- **WHAT TO PRODUCE**: Below are some entries. Copy each line in them that holds "pixel".

- **EXERCISE MATERIALS**:
========

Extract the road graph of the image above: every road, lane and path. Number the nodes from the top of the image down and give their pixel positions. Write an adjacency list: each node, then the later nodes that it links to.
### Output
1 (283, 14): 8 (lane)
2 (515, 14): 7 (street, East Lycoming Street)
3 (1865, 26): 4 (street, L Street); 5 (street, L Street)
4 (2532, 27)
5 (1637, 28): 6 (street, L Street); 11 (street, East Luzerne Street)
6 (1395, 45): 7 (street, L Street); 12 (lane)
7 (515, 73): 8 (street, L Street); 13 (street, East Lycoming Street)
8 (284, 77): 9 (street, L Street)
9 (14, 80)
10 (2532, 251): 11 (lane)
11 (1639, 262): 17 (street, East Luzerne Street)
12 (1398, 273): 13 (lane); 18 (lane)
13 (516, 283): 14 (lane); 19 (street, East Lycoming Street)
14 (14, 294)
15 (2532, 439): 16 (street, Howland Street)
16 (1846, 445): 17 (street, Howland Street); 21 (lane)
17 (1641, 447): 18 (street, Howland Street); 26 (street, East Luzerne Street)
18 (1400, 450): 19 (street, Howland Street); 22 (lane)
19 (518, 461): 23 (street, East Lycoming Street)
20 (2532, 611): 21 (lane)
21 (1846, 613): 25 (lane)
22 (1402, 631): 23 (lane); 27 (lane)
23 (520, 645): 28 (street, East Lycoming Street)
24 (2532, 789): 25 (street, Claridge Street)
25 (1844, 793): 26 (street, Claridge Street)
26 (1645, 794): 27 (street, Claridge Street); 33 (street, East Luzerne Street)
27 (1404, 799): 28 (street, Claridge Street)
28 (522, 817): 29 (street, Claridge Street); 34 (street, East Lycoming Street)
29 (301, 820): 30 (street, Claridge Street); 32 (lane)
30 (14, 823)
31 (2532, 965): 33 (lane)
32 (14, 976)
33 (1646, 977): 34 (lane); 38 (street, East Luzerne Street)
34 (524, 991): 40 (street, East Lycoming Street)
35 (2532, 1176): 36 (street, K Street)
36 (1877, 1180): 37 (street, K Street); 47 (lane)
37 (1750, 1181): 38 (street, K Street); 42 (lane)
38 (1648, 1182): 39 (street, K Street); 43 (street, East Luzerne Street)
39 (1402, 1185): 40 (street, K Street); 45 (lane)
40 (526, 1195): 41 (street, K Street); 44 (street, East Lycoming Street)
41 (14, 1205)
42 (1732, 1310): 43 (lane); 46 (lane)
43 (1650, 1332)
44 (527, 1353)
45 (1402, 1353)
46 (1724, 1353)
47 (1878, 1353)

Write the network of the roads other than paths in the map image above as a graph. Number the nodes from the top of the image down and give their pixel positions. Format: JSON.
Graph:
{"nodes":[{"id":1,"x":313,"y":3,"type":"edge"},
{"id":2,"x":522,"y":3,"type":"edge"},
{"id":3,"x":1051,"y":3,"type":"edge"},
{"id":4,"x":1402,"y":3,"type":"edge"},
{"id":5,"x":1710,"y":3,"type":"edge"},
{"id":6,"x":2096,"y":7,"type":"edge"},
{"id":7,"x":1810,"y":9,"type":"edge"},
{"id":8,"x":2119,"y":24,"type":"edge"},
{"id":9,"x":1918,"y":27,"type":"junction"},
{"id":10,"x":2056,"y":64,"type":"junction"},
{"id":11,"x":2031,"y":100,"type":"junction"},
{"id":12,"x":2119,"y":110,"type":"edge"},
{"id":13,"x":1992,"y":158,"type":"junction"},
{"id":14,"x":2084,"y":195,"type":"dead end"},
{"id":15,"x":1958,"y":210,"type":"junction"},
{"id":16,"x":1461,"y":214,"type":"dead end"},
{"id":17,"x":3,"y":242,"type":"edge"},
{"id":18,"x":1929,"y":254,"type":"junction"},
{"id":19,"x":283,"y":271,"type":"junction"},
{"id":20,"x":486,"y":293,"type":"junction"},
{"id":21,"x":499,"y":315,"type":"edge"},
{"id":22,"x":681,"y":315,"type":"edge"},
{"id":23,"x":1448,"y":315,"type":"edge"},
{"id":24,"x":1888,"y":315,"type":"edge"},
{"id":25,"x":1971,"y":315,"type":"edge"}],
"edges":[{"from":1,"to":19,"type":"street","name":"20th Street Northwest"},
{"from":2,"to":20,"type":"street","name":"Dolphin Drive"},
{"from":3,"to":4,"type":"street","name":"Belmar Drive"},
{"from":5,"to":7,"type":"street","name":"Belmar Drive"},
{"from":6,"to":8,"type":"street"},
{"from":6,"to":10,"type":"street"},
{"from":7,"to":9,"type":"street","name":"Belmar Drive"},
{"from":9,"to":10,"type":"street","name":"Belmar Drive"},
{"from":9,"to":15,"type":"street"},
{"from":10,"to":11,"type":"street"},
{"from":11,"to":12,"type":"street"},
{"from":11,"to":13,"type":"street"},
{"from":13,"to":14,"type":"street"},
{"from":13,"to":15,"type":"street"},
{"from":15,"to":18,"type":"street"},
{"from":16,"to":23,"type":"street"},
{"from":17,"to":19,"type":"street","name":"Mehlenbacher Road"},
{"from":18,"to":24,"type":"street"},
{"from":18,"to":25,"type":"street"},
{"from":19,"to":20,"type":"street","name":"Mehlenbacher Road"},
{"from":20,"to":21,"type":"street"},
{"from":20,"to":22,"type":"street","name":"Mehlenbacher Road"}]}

========

- **ANSWER TO THE EXERCISE**:
Extract the road graph of the image above: every road, lane and path. Number the nodes from the top of the image down and give their pixel positions. Write an adjacency list: each node, then the later nodes that it links to.
Write the network of the roads other than paths in the map image above as a graph. Number the nodes from the top of the image down and give their pixel positions. Format: JSON.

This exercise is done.